Après une minute environ, reprendre conscience des paupières et ramener la pensée symétriquement dans le coin des yeux. De là, suivre l’arête et redescendre vers le bout du nez. Prendre conscience des deux ailes du nez et les détendre.

Les joues

Partant des ailes du nez, remontons vers les pommettes; la pensée parcourt les deux joues et les détend, jusqu’à leur rencontre avec l’arrête inférieure du mandibule. Les joues deviennent flasques, le visage sans expression.

La bouche

Le périple ramène à la bouche. Reprendre conscience des lèvres, puis prendre conscience du volume de la cavité buccale, limitée par les mâchoires et le palais ... diriger l’attention vers la langue et vers son attache,au fond et en arrière de la bouche. Sentir la langue toute entière, puis la laisser s’aplatir dans la bouche, “comme une limande au fond de la mer”. La sentir souple et chaude, molle sur toute sa surface.

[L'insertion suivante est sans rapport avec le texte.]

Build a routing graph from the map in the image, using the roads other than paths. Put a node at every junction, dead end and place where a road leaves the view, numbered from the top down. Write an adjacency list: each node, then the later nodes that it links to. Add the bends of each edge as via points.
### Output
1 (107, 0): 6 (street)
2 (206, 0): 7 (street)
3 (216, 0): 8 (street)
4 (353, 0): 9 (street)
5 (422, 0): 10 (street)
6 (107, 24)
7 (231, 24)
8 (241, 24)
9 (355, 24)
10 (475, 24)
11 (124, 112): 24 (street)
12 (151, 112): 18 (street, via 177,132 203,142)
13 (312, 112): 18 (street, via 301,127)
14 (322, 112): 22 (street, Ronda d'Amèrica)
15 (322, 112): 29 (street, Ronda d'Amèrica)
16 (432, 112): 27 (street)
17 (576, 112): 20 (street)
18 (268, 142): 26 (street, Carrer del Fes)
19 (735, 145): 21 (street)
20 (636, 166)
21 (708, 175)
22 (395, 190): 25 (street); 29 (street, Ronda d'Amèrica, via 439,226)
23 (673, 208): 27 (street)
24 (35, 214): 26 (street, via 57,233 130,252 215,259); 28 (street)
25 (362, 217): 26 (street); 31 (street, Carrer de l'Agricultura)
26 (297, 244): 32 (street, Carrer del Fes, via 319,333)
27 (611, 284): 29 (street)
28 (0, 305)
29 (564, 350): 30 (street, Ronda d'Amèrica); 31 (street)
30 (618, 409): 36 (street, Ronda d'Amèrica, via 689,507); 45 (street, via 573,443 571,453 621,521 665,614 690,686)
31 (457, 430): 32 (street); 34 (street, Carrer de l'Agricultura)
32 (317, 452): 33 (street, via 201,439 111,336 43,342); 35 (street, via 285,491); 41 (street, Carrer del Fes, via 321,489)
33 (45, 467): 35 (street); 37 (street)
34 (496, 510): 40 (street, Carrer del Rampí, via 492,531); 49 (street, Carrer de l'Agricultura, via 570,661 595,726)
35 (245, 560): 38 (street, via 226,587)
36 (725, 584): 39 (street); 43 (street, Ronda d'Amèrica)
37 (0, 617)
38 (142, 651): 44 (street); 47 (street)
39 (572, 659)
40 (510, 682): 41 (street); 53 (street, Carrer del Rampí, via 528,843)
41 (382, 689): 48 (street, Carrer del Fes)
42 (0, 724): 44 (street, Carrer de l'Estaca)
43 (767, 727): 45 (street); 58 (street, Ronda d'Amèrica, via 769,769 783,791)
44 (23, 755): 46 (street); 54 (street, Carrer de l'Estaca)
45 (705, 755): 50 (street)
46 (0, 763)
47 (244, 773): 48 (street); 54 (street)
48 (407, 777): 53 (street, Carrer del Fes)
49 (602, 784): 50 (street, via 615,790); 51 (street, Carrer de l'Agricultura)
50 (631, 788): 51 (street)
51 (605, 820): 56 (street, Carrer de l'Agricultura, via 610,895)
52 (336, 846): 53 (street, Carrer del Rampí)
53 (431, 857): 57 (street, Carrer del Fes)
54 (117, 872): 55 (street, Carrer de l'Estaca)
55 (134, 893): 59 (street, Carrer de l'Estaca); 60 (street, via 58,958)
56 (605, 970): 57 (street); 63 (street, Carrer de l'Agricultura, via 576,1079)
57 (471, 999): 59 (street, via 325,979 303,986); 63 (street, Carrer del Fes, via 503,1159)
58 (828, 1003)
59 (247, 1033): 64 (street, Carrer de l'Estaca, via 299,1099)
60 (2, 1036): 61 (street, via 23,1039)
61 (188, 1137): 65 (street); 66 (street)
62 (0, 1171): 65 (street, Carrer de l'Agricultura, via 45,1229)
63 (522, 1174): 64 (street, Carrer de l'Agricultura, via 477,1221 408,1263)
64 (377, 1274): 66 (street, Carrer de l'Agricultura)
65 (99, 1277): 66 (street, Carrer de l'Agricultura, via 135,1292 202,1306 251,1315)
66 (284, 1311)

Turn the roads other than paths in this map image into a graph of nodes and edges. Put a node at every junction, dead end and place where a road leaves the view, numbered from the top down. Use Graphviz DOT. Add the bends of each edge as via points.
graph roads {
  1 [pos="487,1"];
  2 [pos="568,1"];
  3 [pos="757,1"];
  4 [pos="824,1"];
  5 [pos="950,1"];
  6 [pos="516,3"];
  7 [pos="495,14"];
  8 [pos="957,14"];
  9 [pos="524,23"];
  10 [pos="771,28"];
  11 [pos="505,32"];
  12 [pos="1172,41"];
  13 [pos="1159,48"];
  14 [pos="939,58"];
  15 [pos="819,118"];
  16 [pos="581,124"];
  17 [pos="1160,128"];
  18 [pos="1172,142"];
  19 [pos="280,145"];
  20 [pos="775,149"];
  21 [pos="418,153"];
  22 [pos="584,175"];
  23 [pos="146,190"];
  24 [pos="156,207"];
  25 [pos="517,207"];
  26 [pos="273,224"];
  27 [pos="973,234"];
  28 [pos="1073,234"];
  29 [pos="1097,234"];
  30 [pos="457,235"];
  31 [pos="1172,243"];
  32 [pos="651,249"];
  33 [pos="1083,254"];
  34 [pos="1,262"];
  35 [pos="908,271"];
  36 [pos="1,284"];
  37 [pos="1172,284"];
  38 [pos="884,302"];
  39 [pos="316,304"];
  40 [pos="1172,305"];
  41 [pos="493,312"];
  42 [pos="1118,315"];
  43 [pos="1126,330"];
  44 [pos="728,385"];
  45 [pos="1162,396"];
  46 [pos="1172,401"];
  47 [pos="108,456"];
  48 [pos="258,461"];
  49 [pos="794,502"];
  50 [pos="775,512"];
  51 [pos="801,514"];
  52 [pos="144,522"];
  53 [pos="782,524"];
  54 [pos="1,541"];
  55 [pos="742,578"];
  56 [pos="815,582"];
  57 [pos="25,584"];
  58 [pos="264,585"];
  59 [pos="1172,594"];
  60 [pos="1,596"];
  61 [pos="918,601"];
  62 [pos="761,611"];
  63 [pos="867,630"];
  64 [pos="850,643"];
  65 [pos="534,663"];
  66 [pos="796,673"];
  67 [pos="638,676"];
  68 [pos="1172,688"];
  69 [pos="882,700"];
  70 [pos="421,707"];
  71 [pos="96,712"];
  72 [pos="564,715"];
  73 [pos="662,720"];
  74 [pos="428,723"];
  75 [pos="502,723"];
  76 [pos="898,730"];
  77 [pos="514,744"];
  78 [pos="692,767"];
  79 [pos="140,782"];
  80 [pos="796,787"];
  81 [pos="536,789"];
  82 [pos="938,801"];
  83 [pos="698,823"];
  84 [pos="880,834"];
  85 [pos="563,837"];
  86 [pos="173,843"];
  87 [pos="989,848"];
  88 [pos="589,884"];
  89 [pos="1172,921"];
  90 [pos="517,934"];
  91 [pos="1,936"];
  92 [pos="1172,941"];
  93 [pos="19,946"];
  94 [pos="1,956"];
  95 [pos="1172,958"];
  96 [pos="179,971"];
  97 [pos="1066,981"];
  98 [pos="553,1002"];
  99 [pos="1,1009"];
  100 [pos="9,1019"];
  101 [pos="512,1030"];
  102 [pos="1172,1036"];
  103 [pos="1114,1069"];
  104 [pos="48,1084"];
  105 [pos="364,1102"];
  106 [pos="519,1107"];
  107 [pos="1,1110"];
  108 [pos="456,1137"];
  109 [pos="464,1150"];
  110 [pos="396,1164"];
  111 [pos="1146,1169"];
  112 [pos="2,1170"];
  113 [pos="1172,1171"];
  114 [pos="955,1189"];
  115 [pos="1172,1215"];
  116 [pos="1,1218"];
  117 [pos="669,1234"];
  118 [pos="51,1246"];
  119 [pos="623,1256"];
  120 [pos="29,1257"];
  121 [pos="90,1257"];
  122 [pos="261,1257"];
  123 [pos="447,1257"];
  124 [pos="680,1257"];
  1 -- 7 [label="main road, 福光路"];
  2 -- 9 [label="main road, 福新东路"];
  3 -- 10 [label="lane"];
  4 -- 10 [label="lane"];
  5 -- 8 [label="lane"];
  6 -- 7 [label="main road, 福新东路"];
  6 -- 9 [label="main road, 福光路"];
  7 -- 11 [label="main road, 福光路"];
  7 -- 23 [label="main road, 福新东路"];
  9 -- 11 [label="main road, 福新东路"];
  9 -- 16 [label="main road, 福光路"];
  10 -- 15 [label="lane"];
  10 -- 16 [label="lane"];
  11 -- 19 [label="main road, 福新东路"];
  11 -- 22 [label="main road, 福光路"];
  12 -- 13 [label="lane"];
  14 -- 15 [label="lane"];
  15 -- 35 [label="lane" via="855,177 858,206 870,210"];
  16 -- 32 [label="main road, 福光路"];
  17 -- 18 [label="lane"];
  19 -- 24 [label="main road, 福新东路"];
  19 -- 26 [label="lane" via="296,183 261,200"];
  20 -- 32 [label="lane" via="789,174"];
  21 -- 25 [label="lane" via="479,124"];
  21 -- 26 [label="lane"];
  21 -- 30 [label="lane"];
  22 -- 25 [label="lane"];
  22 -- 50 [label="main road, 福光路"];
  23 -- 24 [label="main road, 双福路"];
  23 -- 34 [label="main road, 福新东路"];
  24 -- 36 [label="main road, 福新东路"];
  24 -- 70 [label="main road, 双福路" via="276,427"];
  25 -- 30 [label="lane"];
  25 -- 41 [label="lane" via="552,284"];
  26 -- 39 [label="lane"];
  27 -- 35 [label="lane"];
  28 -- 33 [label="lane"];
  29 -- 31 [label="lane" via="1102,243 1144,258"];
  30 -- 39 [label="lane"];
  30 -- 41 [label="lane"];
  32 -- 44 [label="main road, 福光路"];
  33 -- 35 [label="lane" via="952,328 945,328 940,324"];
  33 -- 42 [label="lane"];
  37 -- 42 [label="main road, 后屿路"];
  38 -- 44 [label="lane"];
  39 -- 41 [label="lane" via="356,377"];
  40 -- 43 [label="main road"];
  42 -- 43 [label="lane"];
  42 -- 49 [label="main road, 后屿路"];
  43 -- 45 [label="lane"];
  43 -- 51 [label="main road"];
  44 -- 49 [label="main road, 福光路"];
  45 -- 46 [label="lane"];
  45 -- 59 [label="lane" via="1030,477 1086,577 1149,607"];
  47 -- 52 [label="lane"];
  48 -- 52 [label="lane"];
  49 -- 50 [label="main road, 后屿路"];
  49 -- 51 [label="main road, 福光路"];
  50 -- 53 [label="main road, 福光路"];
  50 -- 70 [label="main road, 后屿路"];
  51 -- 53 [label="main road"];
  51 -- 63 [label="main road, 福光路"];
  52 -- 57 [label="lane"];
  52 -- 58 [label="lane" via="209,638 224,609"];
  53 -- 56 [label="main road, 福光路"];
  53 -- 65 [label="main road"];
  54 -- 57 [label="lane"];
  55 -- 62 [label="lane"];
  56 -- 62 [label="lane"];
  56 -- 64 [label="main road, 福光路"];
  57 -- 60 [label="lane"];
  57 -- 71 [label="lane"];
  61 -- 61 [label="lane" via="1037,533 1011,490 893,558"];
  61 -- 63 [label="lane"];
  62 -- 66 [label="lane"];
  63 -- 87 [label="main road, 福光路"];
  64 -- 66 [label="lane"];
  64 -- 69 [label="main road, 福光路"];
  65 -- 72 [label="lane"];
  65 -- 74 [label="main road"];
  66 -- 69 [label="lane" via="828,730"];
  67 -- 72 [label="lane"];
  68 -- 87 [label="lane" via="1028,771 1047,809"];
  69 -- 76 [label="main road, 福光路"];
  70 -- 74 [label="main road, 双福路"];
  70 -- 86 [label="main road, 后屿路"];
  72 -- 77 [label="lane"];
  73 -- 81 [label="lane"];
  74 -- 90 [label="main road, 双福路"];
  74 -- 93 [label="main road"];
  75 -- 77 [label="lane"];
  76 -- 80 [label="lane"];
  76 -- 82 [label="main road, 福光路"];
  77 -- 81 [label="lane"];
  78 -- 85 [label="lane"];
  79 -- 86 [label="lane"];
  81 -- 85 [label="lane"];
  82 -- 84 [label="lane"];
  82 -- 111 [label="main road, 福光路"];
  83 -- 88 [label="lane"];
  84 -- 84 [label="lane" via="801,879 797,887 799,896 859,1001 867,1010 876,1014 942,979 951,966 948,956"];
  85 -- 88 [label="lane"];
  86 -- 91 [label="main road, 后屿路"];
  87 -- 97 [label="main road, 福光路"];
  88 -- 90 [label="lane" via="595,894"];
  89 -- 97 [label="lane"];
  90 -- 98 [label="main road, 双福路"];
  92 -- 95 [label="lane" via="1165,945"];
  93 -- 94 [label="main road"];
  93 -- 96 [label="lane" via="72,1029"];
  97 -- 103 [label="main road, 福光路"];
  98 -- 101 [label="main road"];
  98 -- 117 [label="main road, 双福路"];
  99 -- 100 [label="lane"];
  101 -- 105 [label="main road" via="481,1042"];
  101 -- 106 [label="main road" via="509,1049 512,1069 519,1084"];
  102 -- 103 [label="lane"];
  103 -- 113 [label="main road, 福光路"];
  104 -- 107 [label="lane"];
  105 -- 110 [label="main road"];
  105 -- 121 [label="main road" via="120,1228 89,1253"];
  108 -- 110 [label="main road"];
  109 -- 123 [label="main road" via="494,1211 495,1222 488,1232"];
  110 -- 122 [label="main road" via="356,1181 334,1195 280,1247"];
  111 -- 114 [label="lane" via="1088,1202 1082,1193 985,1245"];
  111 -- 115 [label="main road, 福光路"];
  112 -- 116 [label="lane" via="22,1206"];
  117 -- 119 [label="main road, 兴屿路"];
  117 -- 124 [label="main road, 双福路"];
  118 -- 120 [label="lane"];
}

Poser sa conscience sur le milieu de la langue ( très utile pour tourner 7 fois sa langue dans la bouche avant de parler)


Recommencer

Après cette première neutralisation du masque, , refaire le tour une seconde fois... une troisième fois, dans son ensemble. Notez dans la conscience toutes les sensations.

La neutralisation émotive

après 2 ou 3 parcours, prendre conscience de l’ensemble du masque neutralisé, puis s’imprégner de votre climat intérieur . La neutralisation émotionnelle est vigilance détendue, confiance, presque sourire…


Sourire aux yeux

A partir de ce centre, nous chercherons à concentrer la sensation de "bien être" dans les yeux. Il sera intéressant de noter que la zone derrière les yeux sera de plus en plus familière et source de détente. La force de décontraction partira des yeux pour aller dans tout le corps : pas par la vision, mais par la "vision intérieure".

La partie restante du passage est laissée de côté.